Miser sur un coup de pouce financier pour attirer des jeunes médecins peut-il suffire à les convaincre de s’installer ? Plusieurs aides financières incitatives sont proposées par les pouvoirs publics. L’Assurance maladie a mis en place le contrat d’aide à l’installation des médecins, allocation de 50 000 euros versée en deux temps. Le gouvernement a lui déployé le contrat de praticien territorial de médecine générale, qui garantit un revenu minimum pendant deux ans. En dépit de ces aides, certains maires n’hésitent pas à proposer plus. Pourtant, selon une récente enquête de l’Ordre des médecins sur les déterminants à l’installation menée avec les organisations de jeunes, 10 % des répondants estimaient que les aides financières n’étaient pas du tout déterminantes et près de la moitié (48 %) les qualifiaient de peu ou partiellement décisives. Pour Lucie Garcin, présidente du Syndicat des internes de médecine générale (Isnar-IMG), l’aspect financier ne vaut rien si aucune politique d’accompagnement de l’interne n’est menée en complément par la commune ou les collectivités. « Les dispositifs qui fonctionnent sont ceux où il y a un référent ou encore lorsque des solutions sont proposées aux conjoints, comme dans le département de l’Isère », explique-t-elle.

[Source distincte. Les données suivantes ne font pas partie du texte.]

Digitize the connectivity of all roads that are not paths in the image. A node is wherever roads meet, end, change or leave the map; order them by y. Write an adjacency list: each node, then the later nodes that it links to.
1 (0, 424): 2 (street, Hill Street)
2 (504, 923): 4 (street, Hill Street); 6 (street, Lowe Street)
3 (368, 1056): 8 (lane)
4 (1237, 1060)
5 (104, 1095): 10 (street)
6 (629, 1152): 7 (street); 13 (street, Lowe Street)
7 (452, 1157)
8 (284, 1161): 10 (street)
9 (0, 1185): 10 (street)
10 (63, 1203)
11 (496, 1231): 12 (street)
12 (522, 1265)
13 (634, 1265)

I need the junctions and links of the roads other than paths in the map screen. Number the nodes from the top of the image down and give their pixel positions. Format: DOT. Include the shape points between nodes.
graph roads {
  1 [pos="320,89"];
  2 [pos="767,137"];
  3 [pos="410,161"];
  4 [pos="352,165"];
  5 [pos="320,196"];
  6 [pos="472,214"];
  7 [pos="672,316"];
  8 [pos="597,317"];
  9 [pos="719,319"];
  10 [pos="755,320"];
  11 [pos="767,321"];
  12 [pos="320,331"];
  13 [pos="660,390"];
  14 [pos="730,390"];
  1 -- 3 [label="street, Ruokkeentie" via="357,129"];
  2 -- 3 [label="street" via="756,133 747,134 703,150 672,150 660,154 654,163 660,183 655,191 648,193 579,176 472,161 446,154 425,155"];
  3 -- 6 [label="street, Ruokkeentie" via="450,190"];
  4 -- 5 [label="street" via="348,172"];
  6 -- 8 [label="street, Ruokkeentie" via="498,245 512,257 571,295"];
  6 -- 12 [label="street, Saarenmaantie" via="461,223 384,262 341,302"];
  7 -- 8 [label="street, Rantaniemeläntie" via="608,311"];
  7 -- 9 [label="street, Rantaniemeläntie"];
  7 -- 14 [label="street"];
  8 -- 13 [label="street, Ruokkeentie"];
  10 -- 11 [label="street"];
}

Les généralistes à l’abri du mercenariat ?
La représentante des jeunes généralistes installés et remplaçants du syndicat ReAGJIR, le Dr Laure Dominjon, fait le même constat. « Ces offres entretiennent l’idée que les médecins ne sont que là pour chercher de l’argent. C’est une fausse idée. Une mairie peut proposer 100 000 euros, le médecin va regarder d’abord ce qu’il y a sur le territoire. S’il ne connaît pas la région, s’il n’y a pas de service public ni d’autres professionnels de santé ou de travail pour le conjoint… Cela n’a aucun sens d’enchérir dans tous les sens », analyse la généraliste. Émilie Dias, fondatrice du cabinet Dias & Associés spécialisé dans la recherche de praticiens, l’a aussi constaté au cours de ses missions : « Il est rare que des médecins seulement intéressés par l’argent se portent candidats, même s’il y en a, comme dans tout corps de métier », relate la chasseuse de têtes.
L’aide financière n’est toutefois pas à négliger, alors que six internes sur dix évoquent le risque économique comme frein à leur installation. « Pour monter son cabinet ou acheter du matériel, cette enveloppe peut être déterminante », remarque Lucie Garcin. Les aides émanant des collectivités peuvent donc parfois faire pencher la balance, à condition qu’une réflexion plus profonde soit menée autour d’elles.
« Il faut penser “collectivité territoriale” et pas “individualité” pour répondre aux besoins d’une population en termes de démographie. Proposer de l’argent est parfois la solution de facilité, car repenser toute l’attractivité d’un territoire est colossal », estime le Dr Dominjon. Une vision territoriale de la démographie médicale à un échelon plus large que la commune serait plus adaptée. À défaut, certaines communes d’une même zone peuvent se livrer à une véritable bataille pour attirer les candidats. « Il est arrivé qu’un médecin déjà installé se fasse aborder par une ville voisine afin de le dérober. Le praticien l’a envoyée promener et lui a fait savoir que c’était très malhonnête », se rappelle Emilie Dias. Preuve que l’appât du gain prend rarement le pas sur d’autres considérations.